Do-over local elections in three cities in Kyrgyzstan held over the weekend have seen mostly old faces, regime insiders, and businesspeople – many of them supposedly unemployed – voted into office. Parties critical of the current ruling authorities did not get a look-in.
Turnout at the July 11 polls was low across the board, but especially so in the capital, Bishkek, where only 24 percent of eligible voters cast their ballot.
The other elections were in Osh and Tokmok, which had turnouts of 43 percent and 44 percent, respectively.
Local councils in Kyrgyzstan wield little real power, but their influence over urban planning and the construction sector does make holding seats an appealing prospect. Fully 18 parties competed in Bishkek and election officials say $2.8 million – a princely sum for local Kyrgyz politics – was spent on campaigning.
According to an analysis of the results by news website Kloop, 14 of the people elected to the 45-seat Bishkek city council were members of the outgoing council. At least six parties appear to have won seats, going by preliminary counts.
Although several of the successful parties were new, their members were heavily drawn from the ranks of older parties. Emgek, which had the strongest showing in Bishkek, is led by Yrysbek Maatkalymov, the deputy chairman of the Dordoi football club, and had mostly low-profile businesspeople and former deputies among its candidates. One, Baktiyarbek Imanaliyev, is the general director of a construction company that is involved in multiple projects in Bishkek.

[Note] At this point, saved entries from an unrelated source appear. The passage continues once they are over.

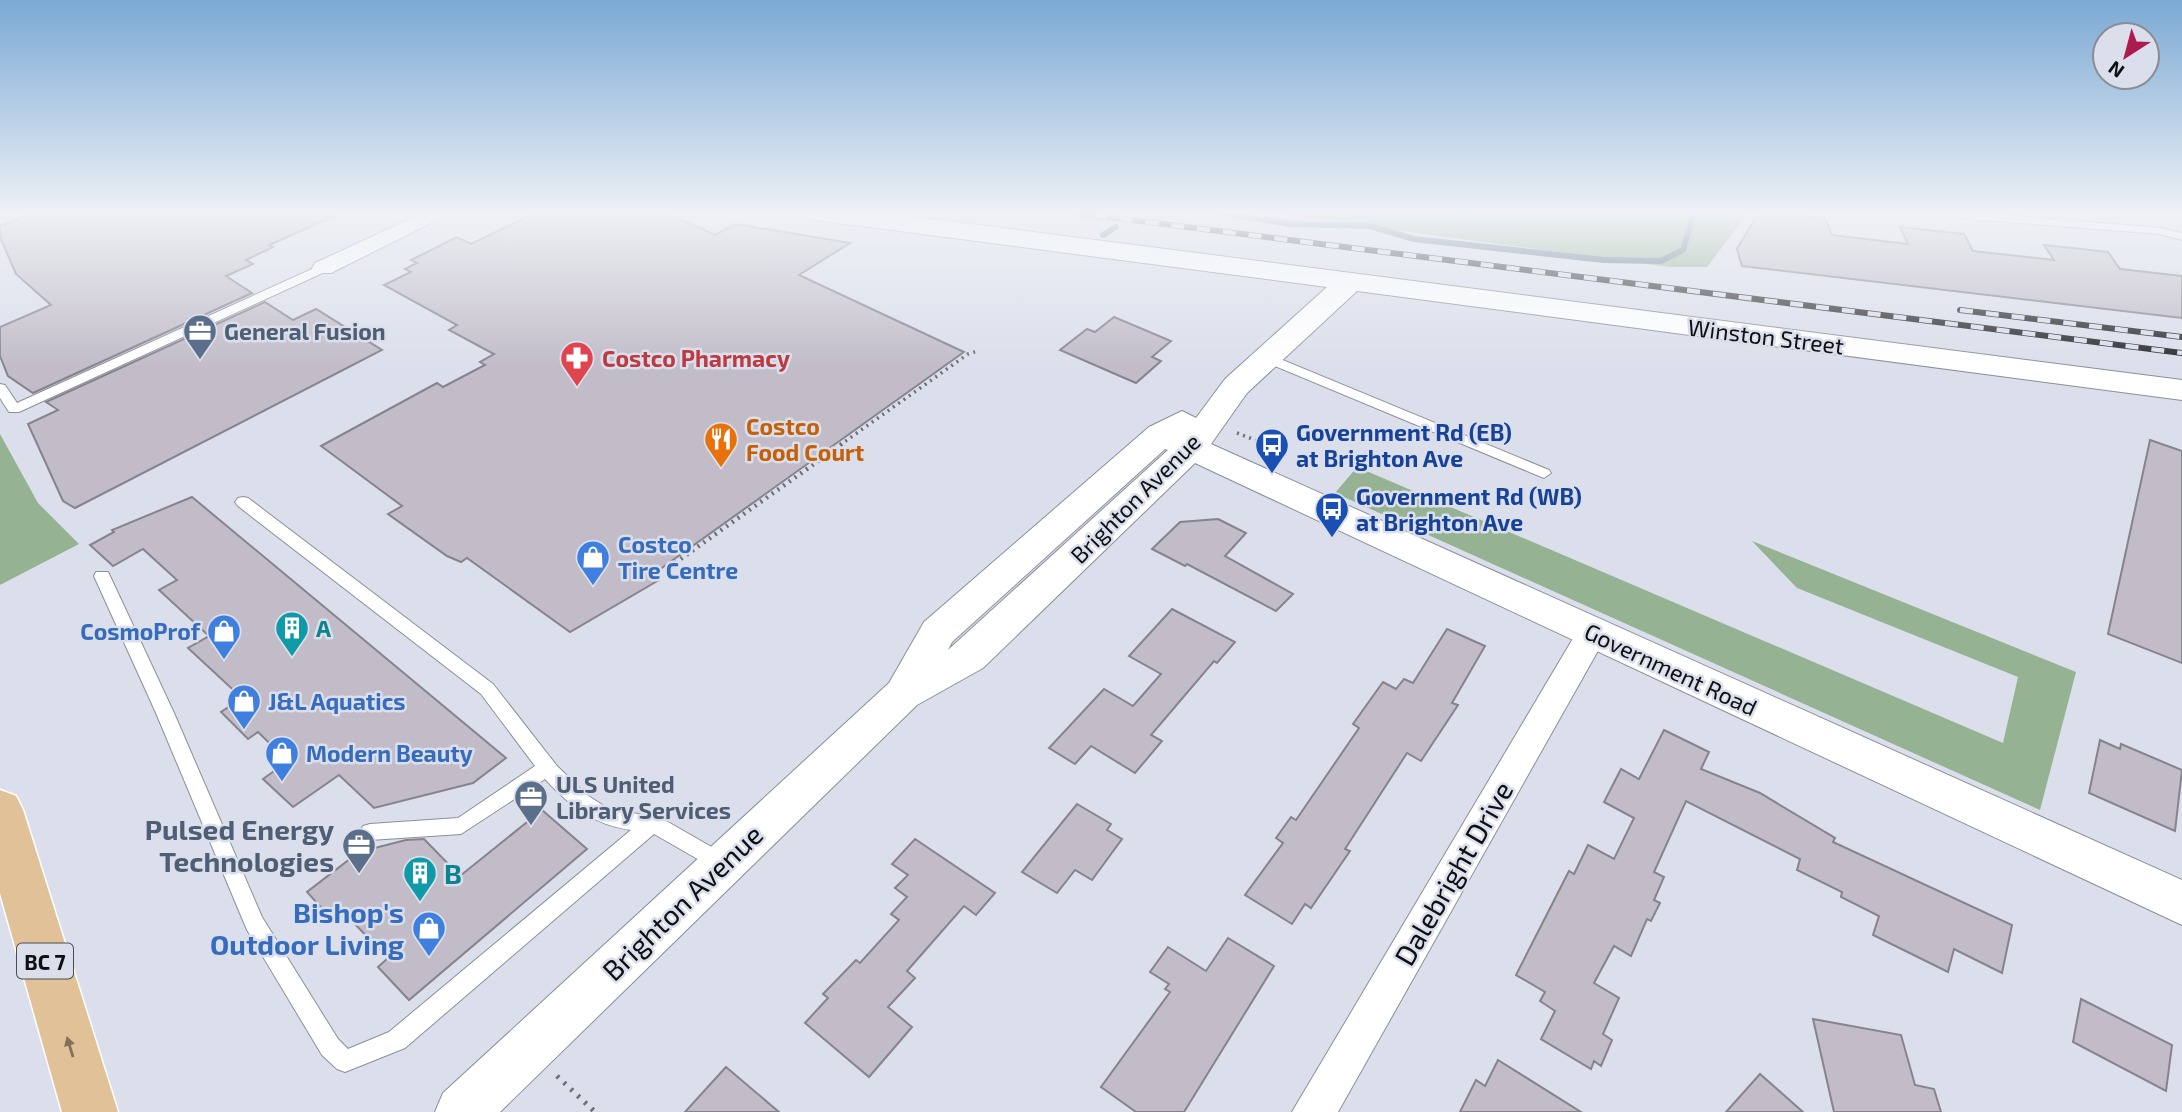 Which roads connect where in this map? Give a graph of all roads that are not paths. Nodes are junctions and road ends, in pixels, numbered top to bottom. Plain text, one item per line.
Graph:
1 (332, 264) edge
2 (1212, 264) edge
3 (323, 268) joint
4 (1350, 282) junction
5 (1268, 358) junction
6 (1236, 386) joint
7 (0, 388) edge
8 (2182, 390) edge
9 (1176, 441) junction
10 (1544, 472) dead end
11 (243, 502) dead end
12 (102, 576) dead end
13 (1592, 633) junction
14 (547, 768) junction
15 (0, 810) edge
16 (650, 825) junction
17 (370, 832) dead end
18 (722, 863) junction
19 (2182, 903) edge
20 (90, 1112) edge
21 (462, 1112) edge
22 (1314, 1112) edge

1 - 3 street
2 - 4 street, Winston Street
3 - 7 lane
4 - 5 street, Brighton Avenue
4 - 8 street, Winston Street
5 - 6 street, Brighton Avenue
5 - 10 lane
6 - 9 street, Brighton Avenue
9 - 13 street, Government Road
9 - 18 street, Brighton Avenue
11 - 14 lane
12 - 16 lane
13 - 19 street, Government Road
13 - 22 street, Dalebright Drive
14 - 16 lane
14 - 17 lane
20 -> 15 main road, BC 7
16 - 18 lane
18 - 21 street, Brighton Avenue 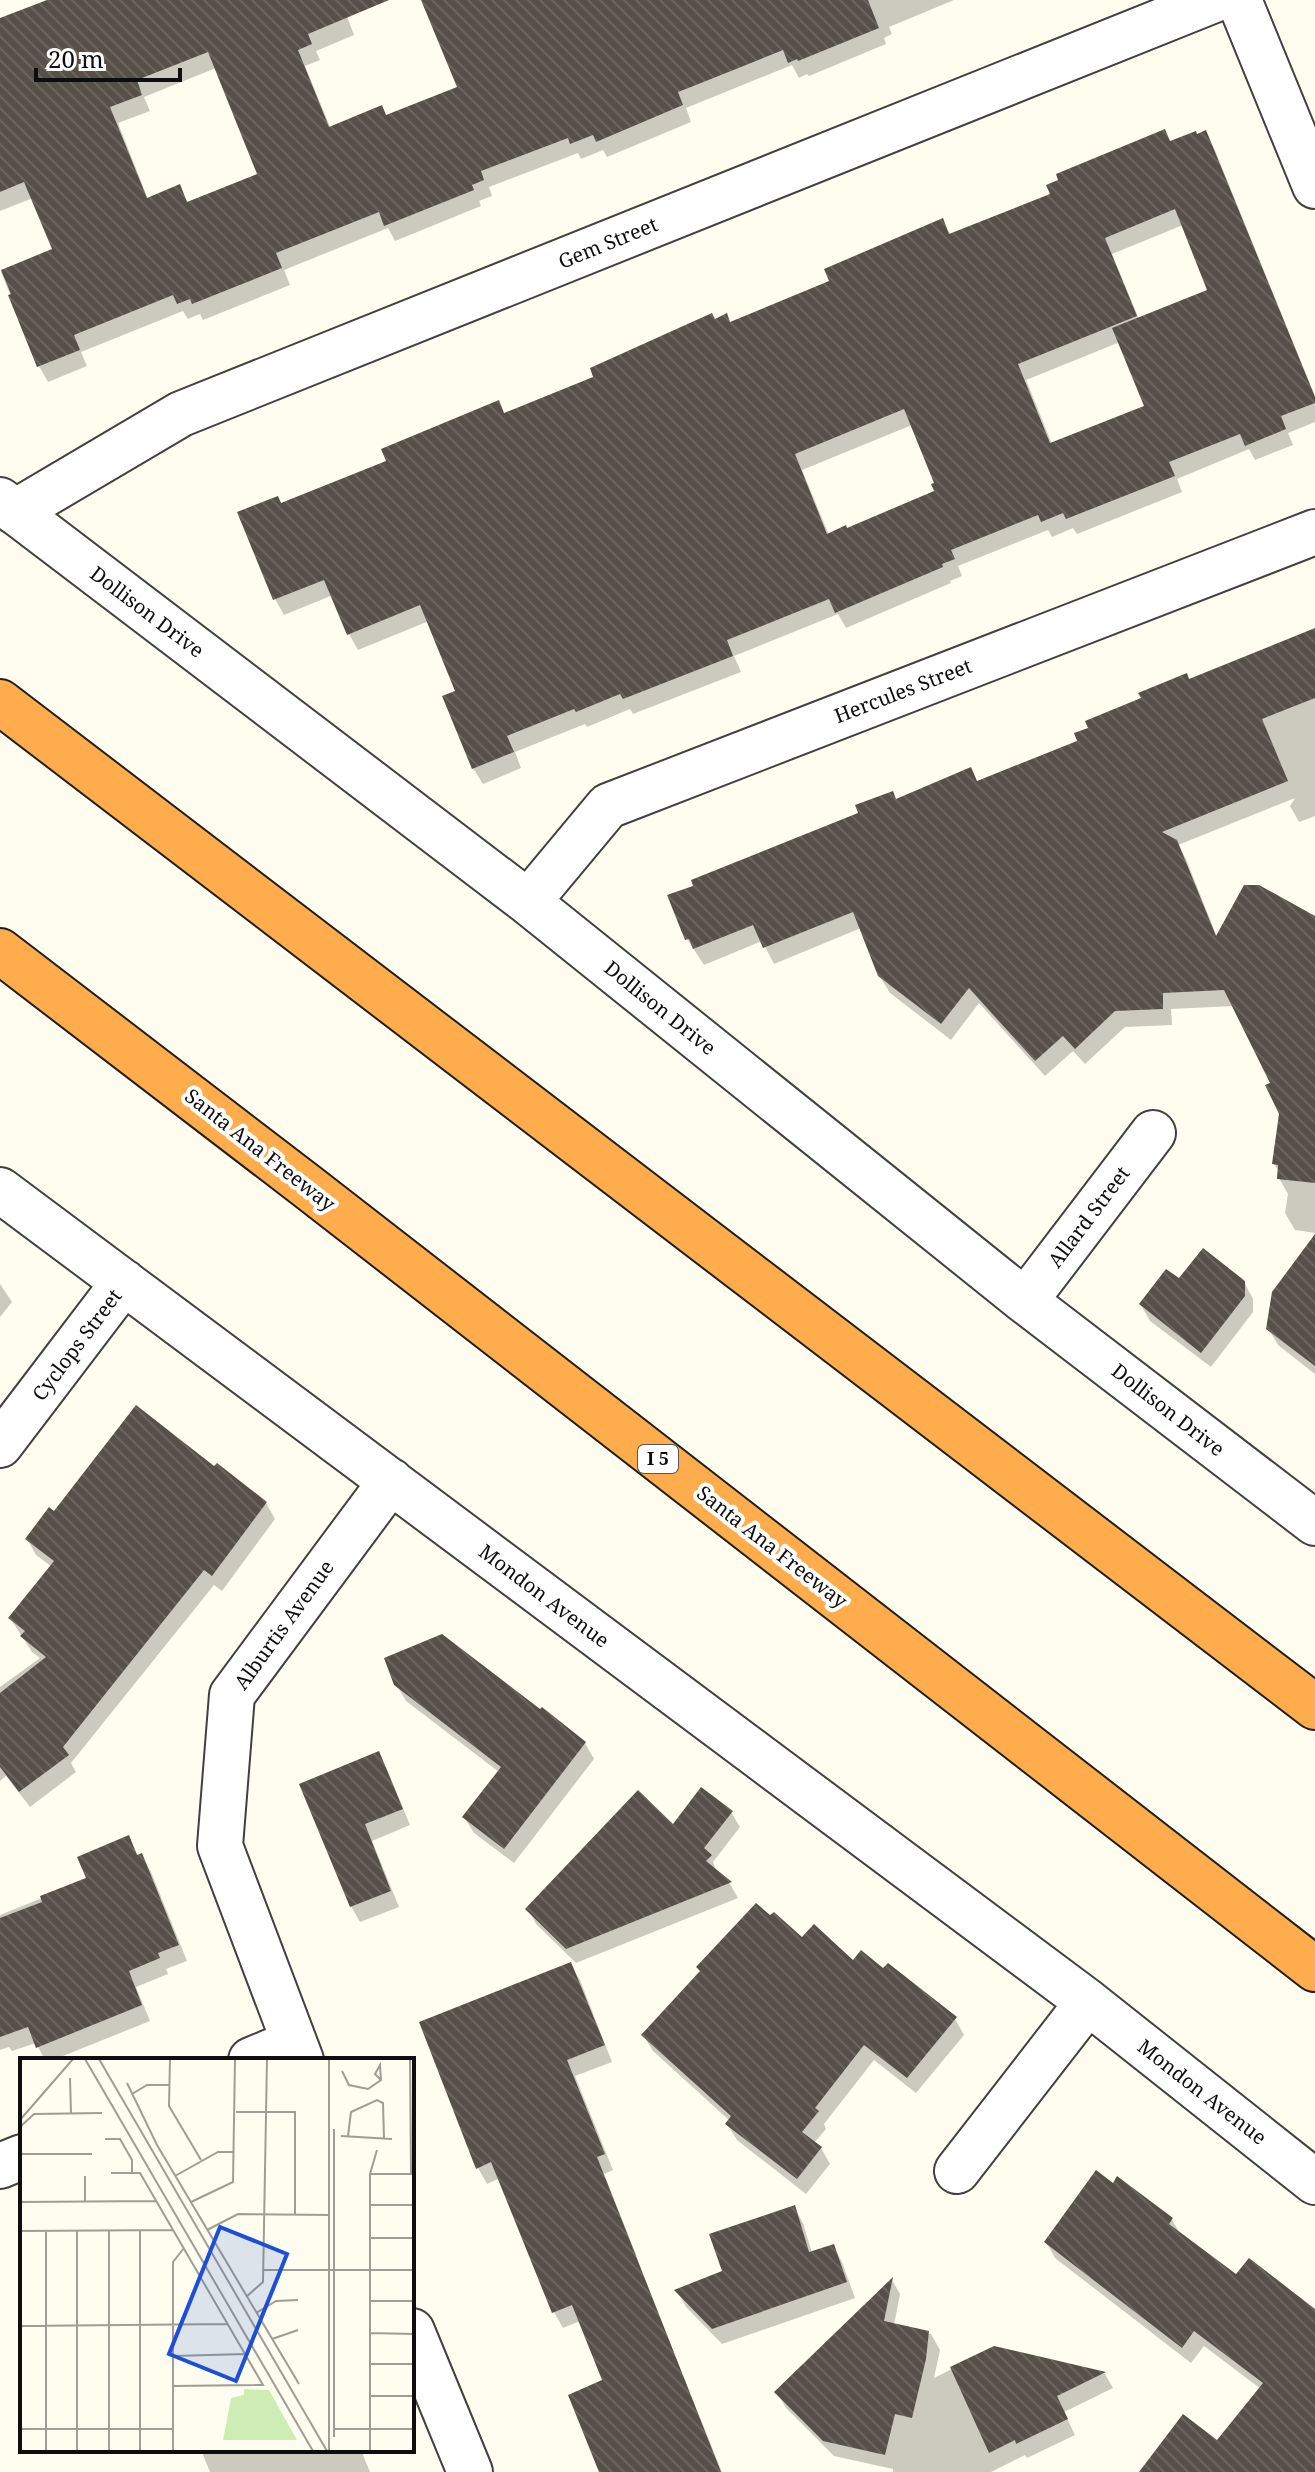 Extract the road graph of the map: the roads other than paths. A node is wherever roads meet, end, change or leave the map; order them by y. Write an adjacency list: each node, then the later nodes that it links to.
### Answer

Meanwhile, another strong performer, Ata-Jurt Kyrgyzstan (Fatherland Kyrgyzstan), which is generally considered a government-aligned force, was founded by a group of 45 anonymous individuals. One leading figure on its party list in Bishkek was Taalaibek Surapbayev, a member of the outgoing council and the founder of two construction companies.
And then there are the so-called unemployed. One such figure is Ata-Jurt Kyrgyzstan representative Maksat Toktogulov, who is listed on his election papers as jobless, but who is in fact known to be behind several companies dealing in finance.
Candidates have generally stuck fast to a few predictable themes, such as developing the economy, education, the environment, roads and housing. It is unclear that any of this was determinant in deciding the outcome.
Independent election monitors reported on dozens of pre-vote violations, including campaign violations and vote-buying. Kloop said it detected violations at polling stations in all three cities on the day. If the election commission upholds a sufficient number of complaints, yet another round of voting may be required, but that looks unlikely.
The liberal-leaning Reforma party, perhaps the current government’s most sustained critic among all those in the running, had a lively, low-budget campaign in Bishkek, but failed to reach the 7 percent threshold required to get any seats on the council.
Campaigning was less costly in Osh (around $652,000 was spent collectively). Ata-Jurt Kyrgyzstan came top in that city, the country’s second largest. The second name of the party’s list was another unemployed man, Jyrgalbek Tazhibaev – actually the owner of a Kyrgyz-Chinese brick-manufacturing joint enterprise.
Local elections in Kyrgystan are mainly watched for clues about what might be expected from polls for the national parliament, which are due for the fall. The current legislature is well past its expiry date. The discredited vote to select a new legislature in October was what triggered the political unrest that brought current President Sadyr Japarov to power.
One of Japarov’s first major initiatives since coming to power has been to dilute the authority of parliament. The Jogorku Kenesh, as parliament is known, has accordingly had it powers diluted, and the number of seats reduced from 120 to 90.
Ayzirek Imanaliyeva is a journalist based in Bishkek.